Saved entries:
>>>

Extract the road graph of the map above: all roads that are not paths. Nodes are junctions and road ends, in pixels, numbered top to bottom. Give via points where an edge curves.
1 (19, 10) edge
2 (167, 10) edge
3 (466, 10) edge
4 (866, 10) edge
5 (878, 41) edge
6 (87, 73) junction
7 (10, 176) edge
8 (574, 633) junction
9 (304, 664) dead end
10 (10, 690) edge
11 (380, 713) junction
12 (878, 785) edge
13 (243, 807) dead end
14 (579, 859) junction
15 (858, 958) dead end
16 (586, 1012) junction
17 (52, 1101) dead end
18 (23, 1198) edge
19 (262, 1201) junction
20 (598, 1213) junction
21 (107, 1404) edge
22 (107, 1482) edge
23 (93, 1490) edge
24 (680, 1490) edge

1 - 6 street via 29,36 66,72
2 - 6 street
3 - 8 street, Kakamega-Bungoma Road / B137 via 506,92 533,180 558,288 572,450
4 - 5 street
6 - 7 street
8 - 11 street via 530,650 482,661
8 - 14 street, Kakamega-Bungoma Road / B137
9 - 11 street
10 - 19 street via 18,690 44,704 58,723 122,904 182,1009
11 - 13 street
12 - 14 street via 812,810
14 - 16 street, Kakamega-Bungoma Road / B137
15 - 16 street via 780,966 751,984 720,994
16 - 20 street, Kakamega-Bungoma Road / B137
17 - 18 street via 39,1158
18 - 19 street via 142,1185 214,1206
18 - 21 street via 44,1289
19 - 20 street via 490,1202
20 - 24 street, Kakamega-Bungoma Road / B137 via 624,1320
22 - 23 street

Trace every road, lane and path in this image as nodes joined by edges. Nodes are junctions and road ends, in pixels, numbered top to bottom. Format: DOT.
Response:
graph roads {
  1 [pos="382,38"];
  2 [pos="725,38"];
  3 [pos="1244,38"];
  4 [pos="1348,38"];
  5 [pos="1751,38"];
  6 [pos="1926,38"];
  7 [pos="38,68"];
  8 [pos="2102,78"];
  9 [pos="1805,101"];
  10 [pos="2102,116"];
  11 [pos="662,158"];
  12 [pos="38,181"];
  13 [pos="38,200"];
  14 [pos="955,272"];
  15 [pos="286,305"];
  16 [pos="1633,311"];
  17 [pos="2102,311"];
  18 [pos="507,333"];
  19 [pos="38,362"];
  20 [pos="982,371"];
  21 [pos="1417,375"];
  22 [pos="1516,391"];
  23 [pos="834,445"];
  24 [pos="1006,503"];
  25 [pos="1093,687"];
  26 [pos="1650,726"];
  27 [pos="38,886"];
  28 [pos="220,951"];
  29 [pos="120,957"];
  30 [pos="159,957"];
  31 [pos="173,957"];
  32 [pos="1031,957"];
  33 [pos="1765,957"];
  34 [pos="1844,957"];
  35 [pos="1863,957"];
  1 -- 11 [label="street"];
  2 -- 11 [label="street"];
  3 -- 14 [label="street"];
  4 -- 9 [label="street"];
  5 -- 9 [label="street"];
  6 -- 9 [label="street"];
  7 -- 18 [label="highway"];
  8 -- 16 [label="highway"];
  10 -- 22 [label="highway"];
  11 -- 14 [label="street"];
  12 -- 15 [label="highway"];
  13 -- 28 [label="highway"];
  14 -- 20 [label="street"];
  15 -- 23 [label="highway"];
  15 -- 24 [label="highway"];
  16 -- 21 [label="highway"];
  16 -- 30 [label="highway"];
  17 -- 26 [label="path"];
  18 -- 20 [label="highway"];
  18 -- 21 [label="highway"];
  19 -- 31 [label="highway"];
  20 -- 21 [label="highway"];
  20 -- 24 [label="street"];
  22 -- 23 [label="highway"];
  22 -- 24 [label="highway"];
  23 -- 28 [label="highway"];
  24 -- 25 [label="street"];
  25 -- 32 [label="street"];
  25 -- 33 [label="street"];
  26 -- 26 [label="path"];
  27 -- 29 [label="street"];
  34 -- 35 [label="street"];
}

<<<

AIM OF THE TASK. The records shown above are to be copied exactly, every one of them.

SOLUTION.
Extract the road graph of the map above: all roads that are not paths. Nodes are junctions and road ends, in pixels, numbered top to bottom. Give via points where an edge curves.
1 (19, 10) edge
2 (167, 10) edge
3 (466, 10) edge
4 (866, 10) edge
5 (878, 41) edge
6 (87, 73) junction
7 (10, 176) edge
8 (574, 633) junction
9 (304, 664) dead end
10 (10, 690) edge
11 (380, 713) junction
12 (878, 785) edge
13 (243, 807) dead end
14 (579, 859) junction
15 (858, 958) dead end
16 (586, 1012) junction
17 (52, 1101) dead end
18 (23, 1198) edge
19 (262, 1201) junction
20 (598, 1213) junction
21 (107, 1404) edge
22 (107, 1482) edge
23 (93, 1490) edge
24 (680, 1490) edge

1 - 6 street via 29,36 66,72
2 - 6 street
3 - 8 street, Kakamega-Bungoma Road / B137 via 506,92 533,180 558,288 572,450
4 - 5 street
6 - 7 street
8 - 11 street via 530,650 482,661
8 - 14 street, Kakamega-Bungoma Road / B137
9 - 11 street
10 - 19 street via 18,690 44,704 58,723 122,904 182,1009
11 - 13 street
12 - 14 street via 812,810
14 - 16 street, Kakamega-Bungoma Road / B137
15 - 16 street via 780,966 751,984 720,994
16 - 20 street, Kakamega-Bungoma Road / B137
17 - 18 street via 39,1158
18 - 19 street via 142,1185 214,1206
18 - 21 street via 44,1289
19 - 20 street via 490,1202
20 - 24 street, Kakamega-Bungoma Road / B137 via 624,1320
22 - 23 street

Trace every road, lane and path in this image as nodes joined by edges. Nodes are junctions and road ends, in pixels, numbered top to bottom. Format: DOT.
Response:
graph roads {
  1 [pos="382,38"];
  2 [pos="725,38"];
  3 [pos="1244,38"];
  4 [pos="1348,38"];
  5 [pos="1751,38"];
  6 [pos="1926,38"];
  7 [pos="38,68"];
  8 [pos="2102,78"];
  9 [pos="1805,101"];
  10 [pos="2102,116"];
  11 [pos="662,158"];
  12 [pos="38,181"];
  13 [pos="38,200"];
  14 [pos="955,272"];
  15 [pos="286,305"];
  16 [pos="1633,311"];
  17 [pos="2102,311"];
  18 [pos="507,333"];
  19 [pos="38,362"];
  20 [pos="982,371"];
  21 [pos="1417,375"];
  22 [pos="1516,391"];
  23 [pos="834,445"];
  24 [pos="1006,503"];
  25 [pos="1093,687"];
  26 [pos="1650,726"];
  27 [pos="38,886"];
  28 [pos="220,951"];
  29 [pos="120,957"];
  30 [pos="159,957"];
  31 [pos="173,957"];
  32 [pos="1031,957"];
  33 [pos="1765,957"];
  34 [pos="1844,957"];
  35 [pos="1863,957"];
  1 -- 11 [label="street"];
  2 -- 11 [label="street"];
  3 -- 14 [label="street"];
  4 -- 9 [label="street"];
  5 -- 9 [label="street"];
  6 -- 9 [label="street"];
  7 -- 18 [label="highway"];
  8 -- 16 [label="highway"];
  10 -- 22 [label="highway"];
  11 -- 14 [label="street"];
  12 -- 15 [label="highway"];
  13 -- 28 [label="highway"];
  14 -- 20 [label="street"];
  15 -- 23 [label="highway"];
  15 -- 24 [label="highway"];
  16 -- 21 [label="highway"];
  16 -- 30 [label="highway"];
  17 -- 26 [label="path"];
  18 -- 20 [label="highway"];
  18 -- 21 [label="highway"];
  19 -- 31 [label="highway"];
  20 -- 21 [label="highway"];
  20 -- 24 [label="street"];
  22 -- 23 [label="highway"];
  22 -- 24 [label="highway"];
  23 -- 28 [label="highway"];
  24 -- 25 [label="street"];
  25 -- 32 [label="street"];
  25 -- 33 [label="street"];
  26 -- 26 [label="path"];
  27 -- 29 [label="street"];
  34 -- 35 [label="street"];
}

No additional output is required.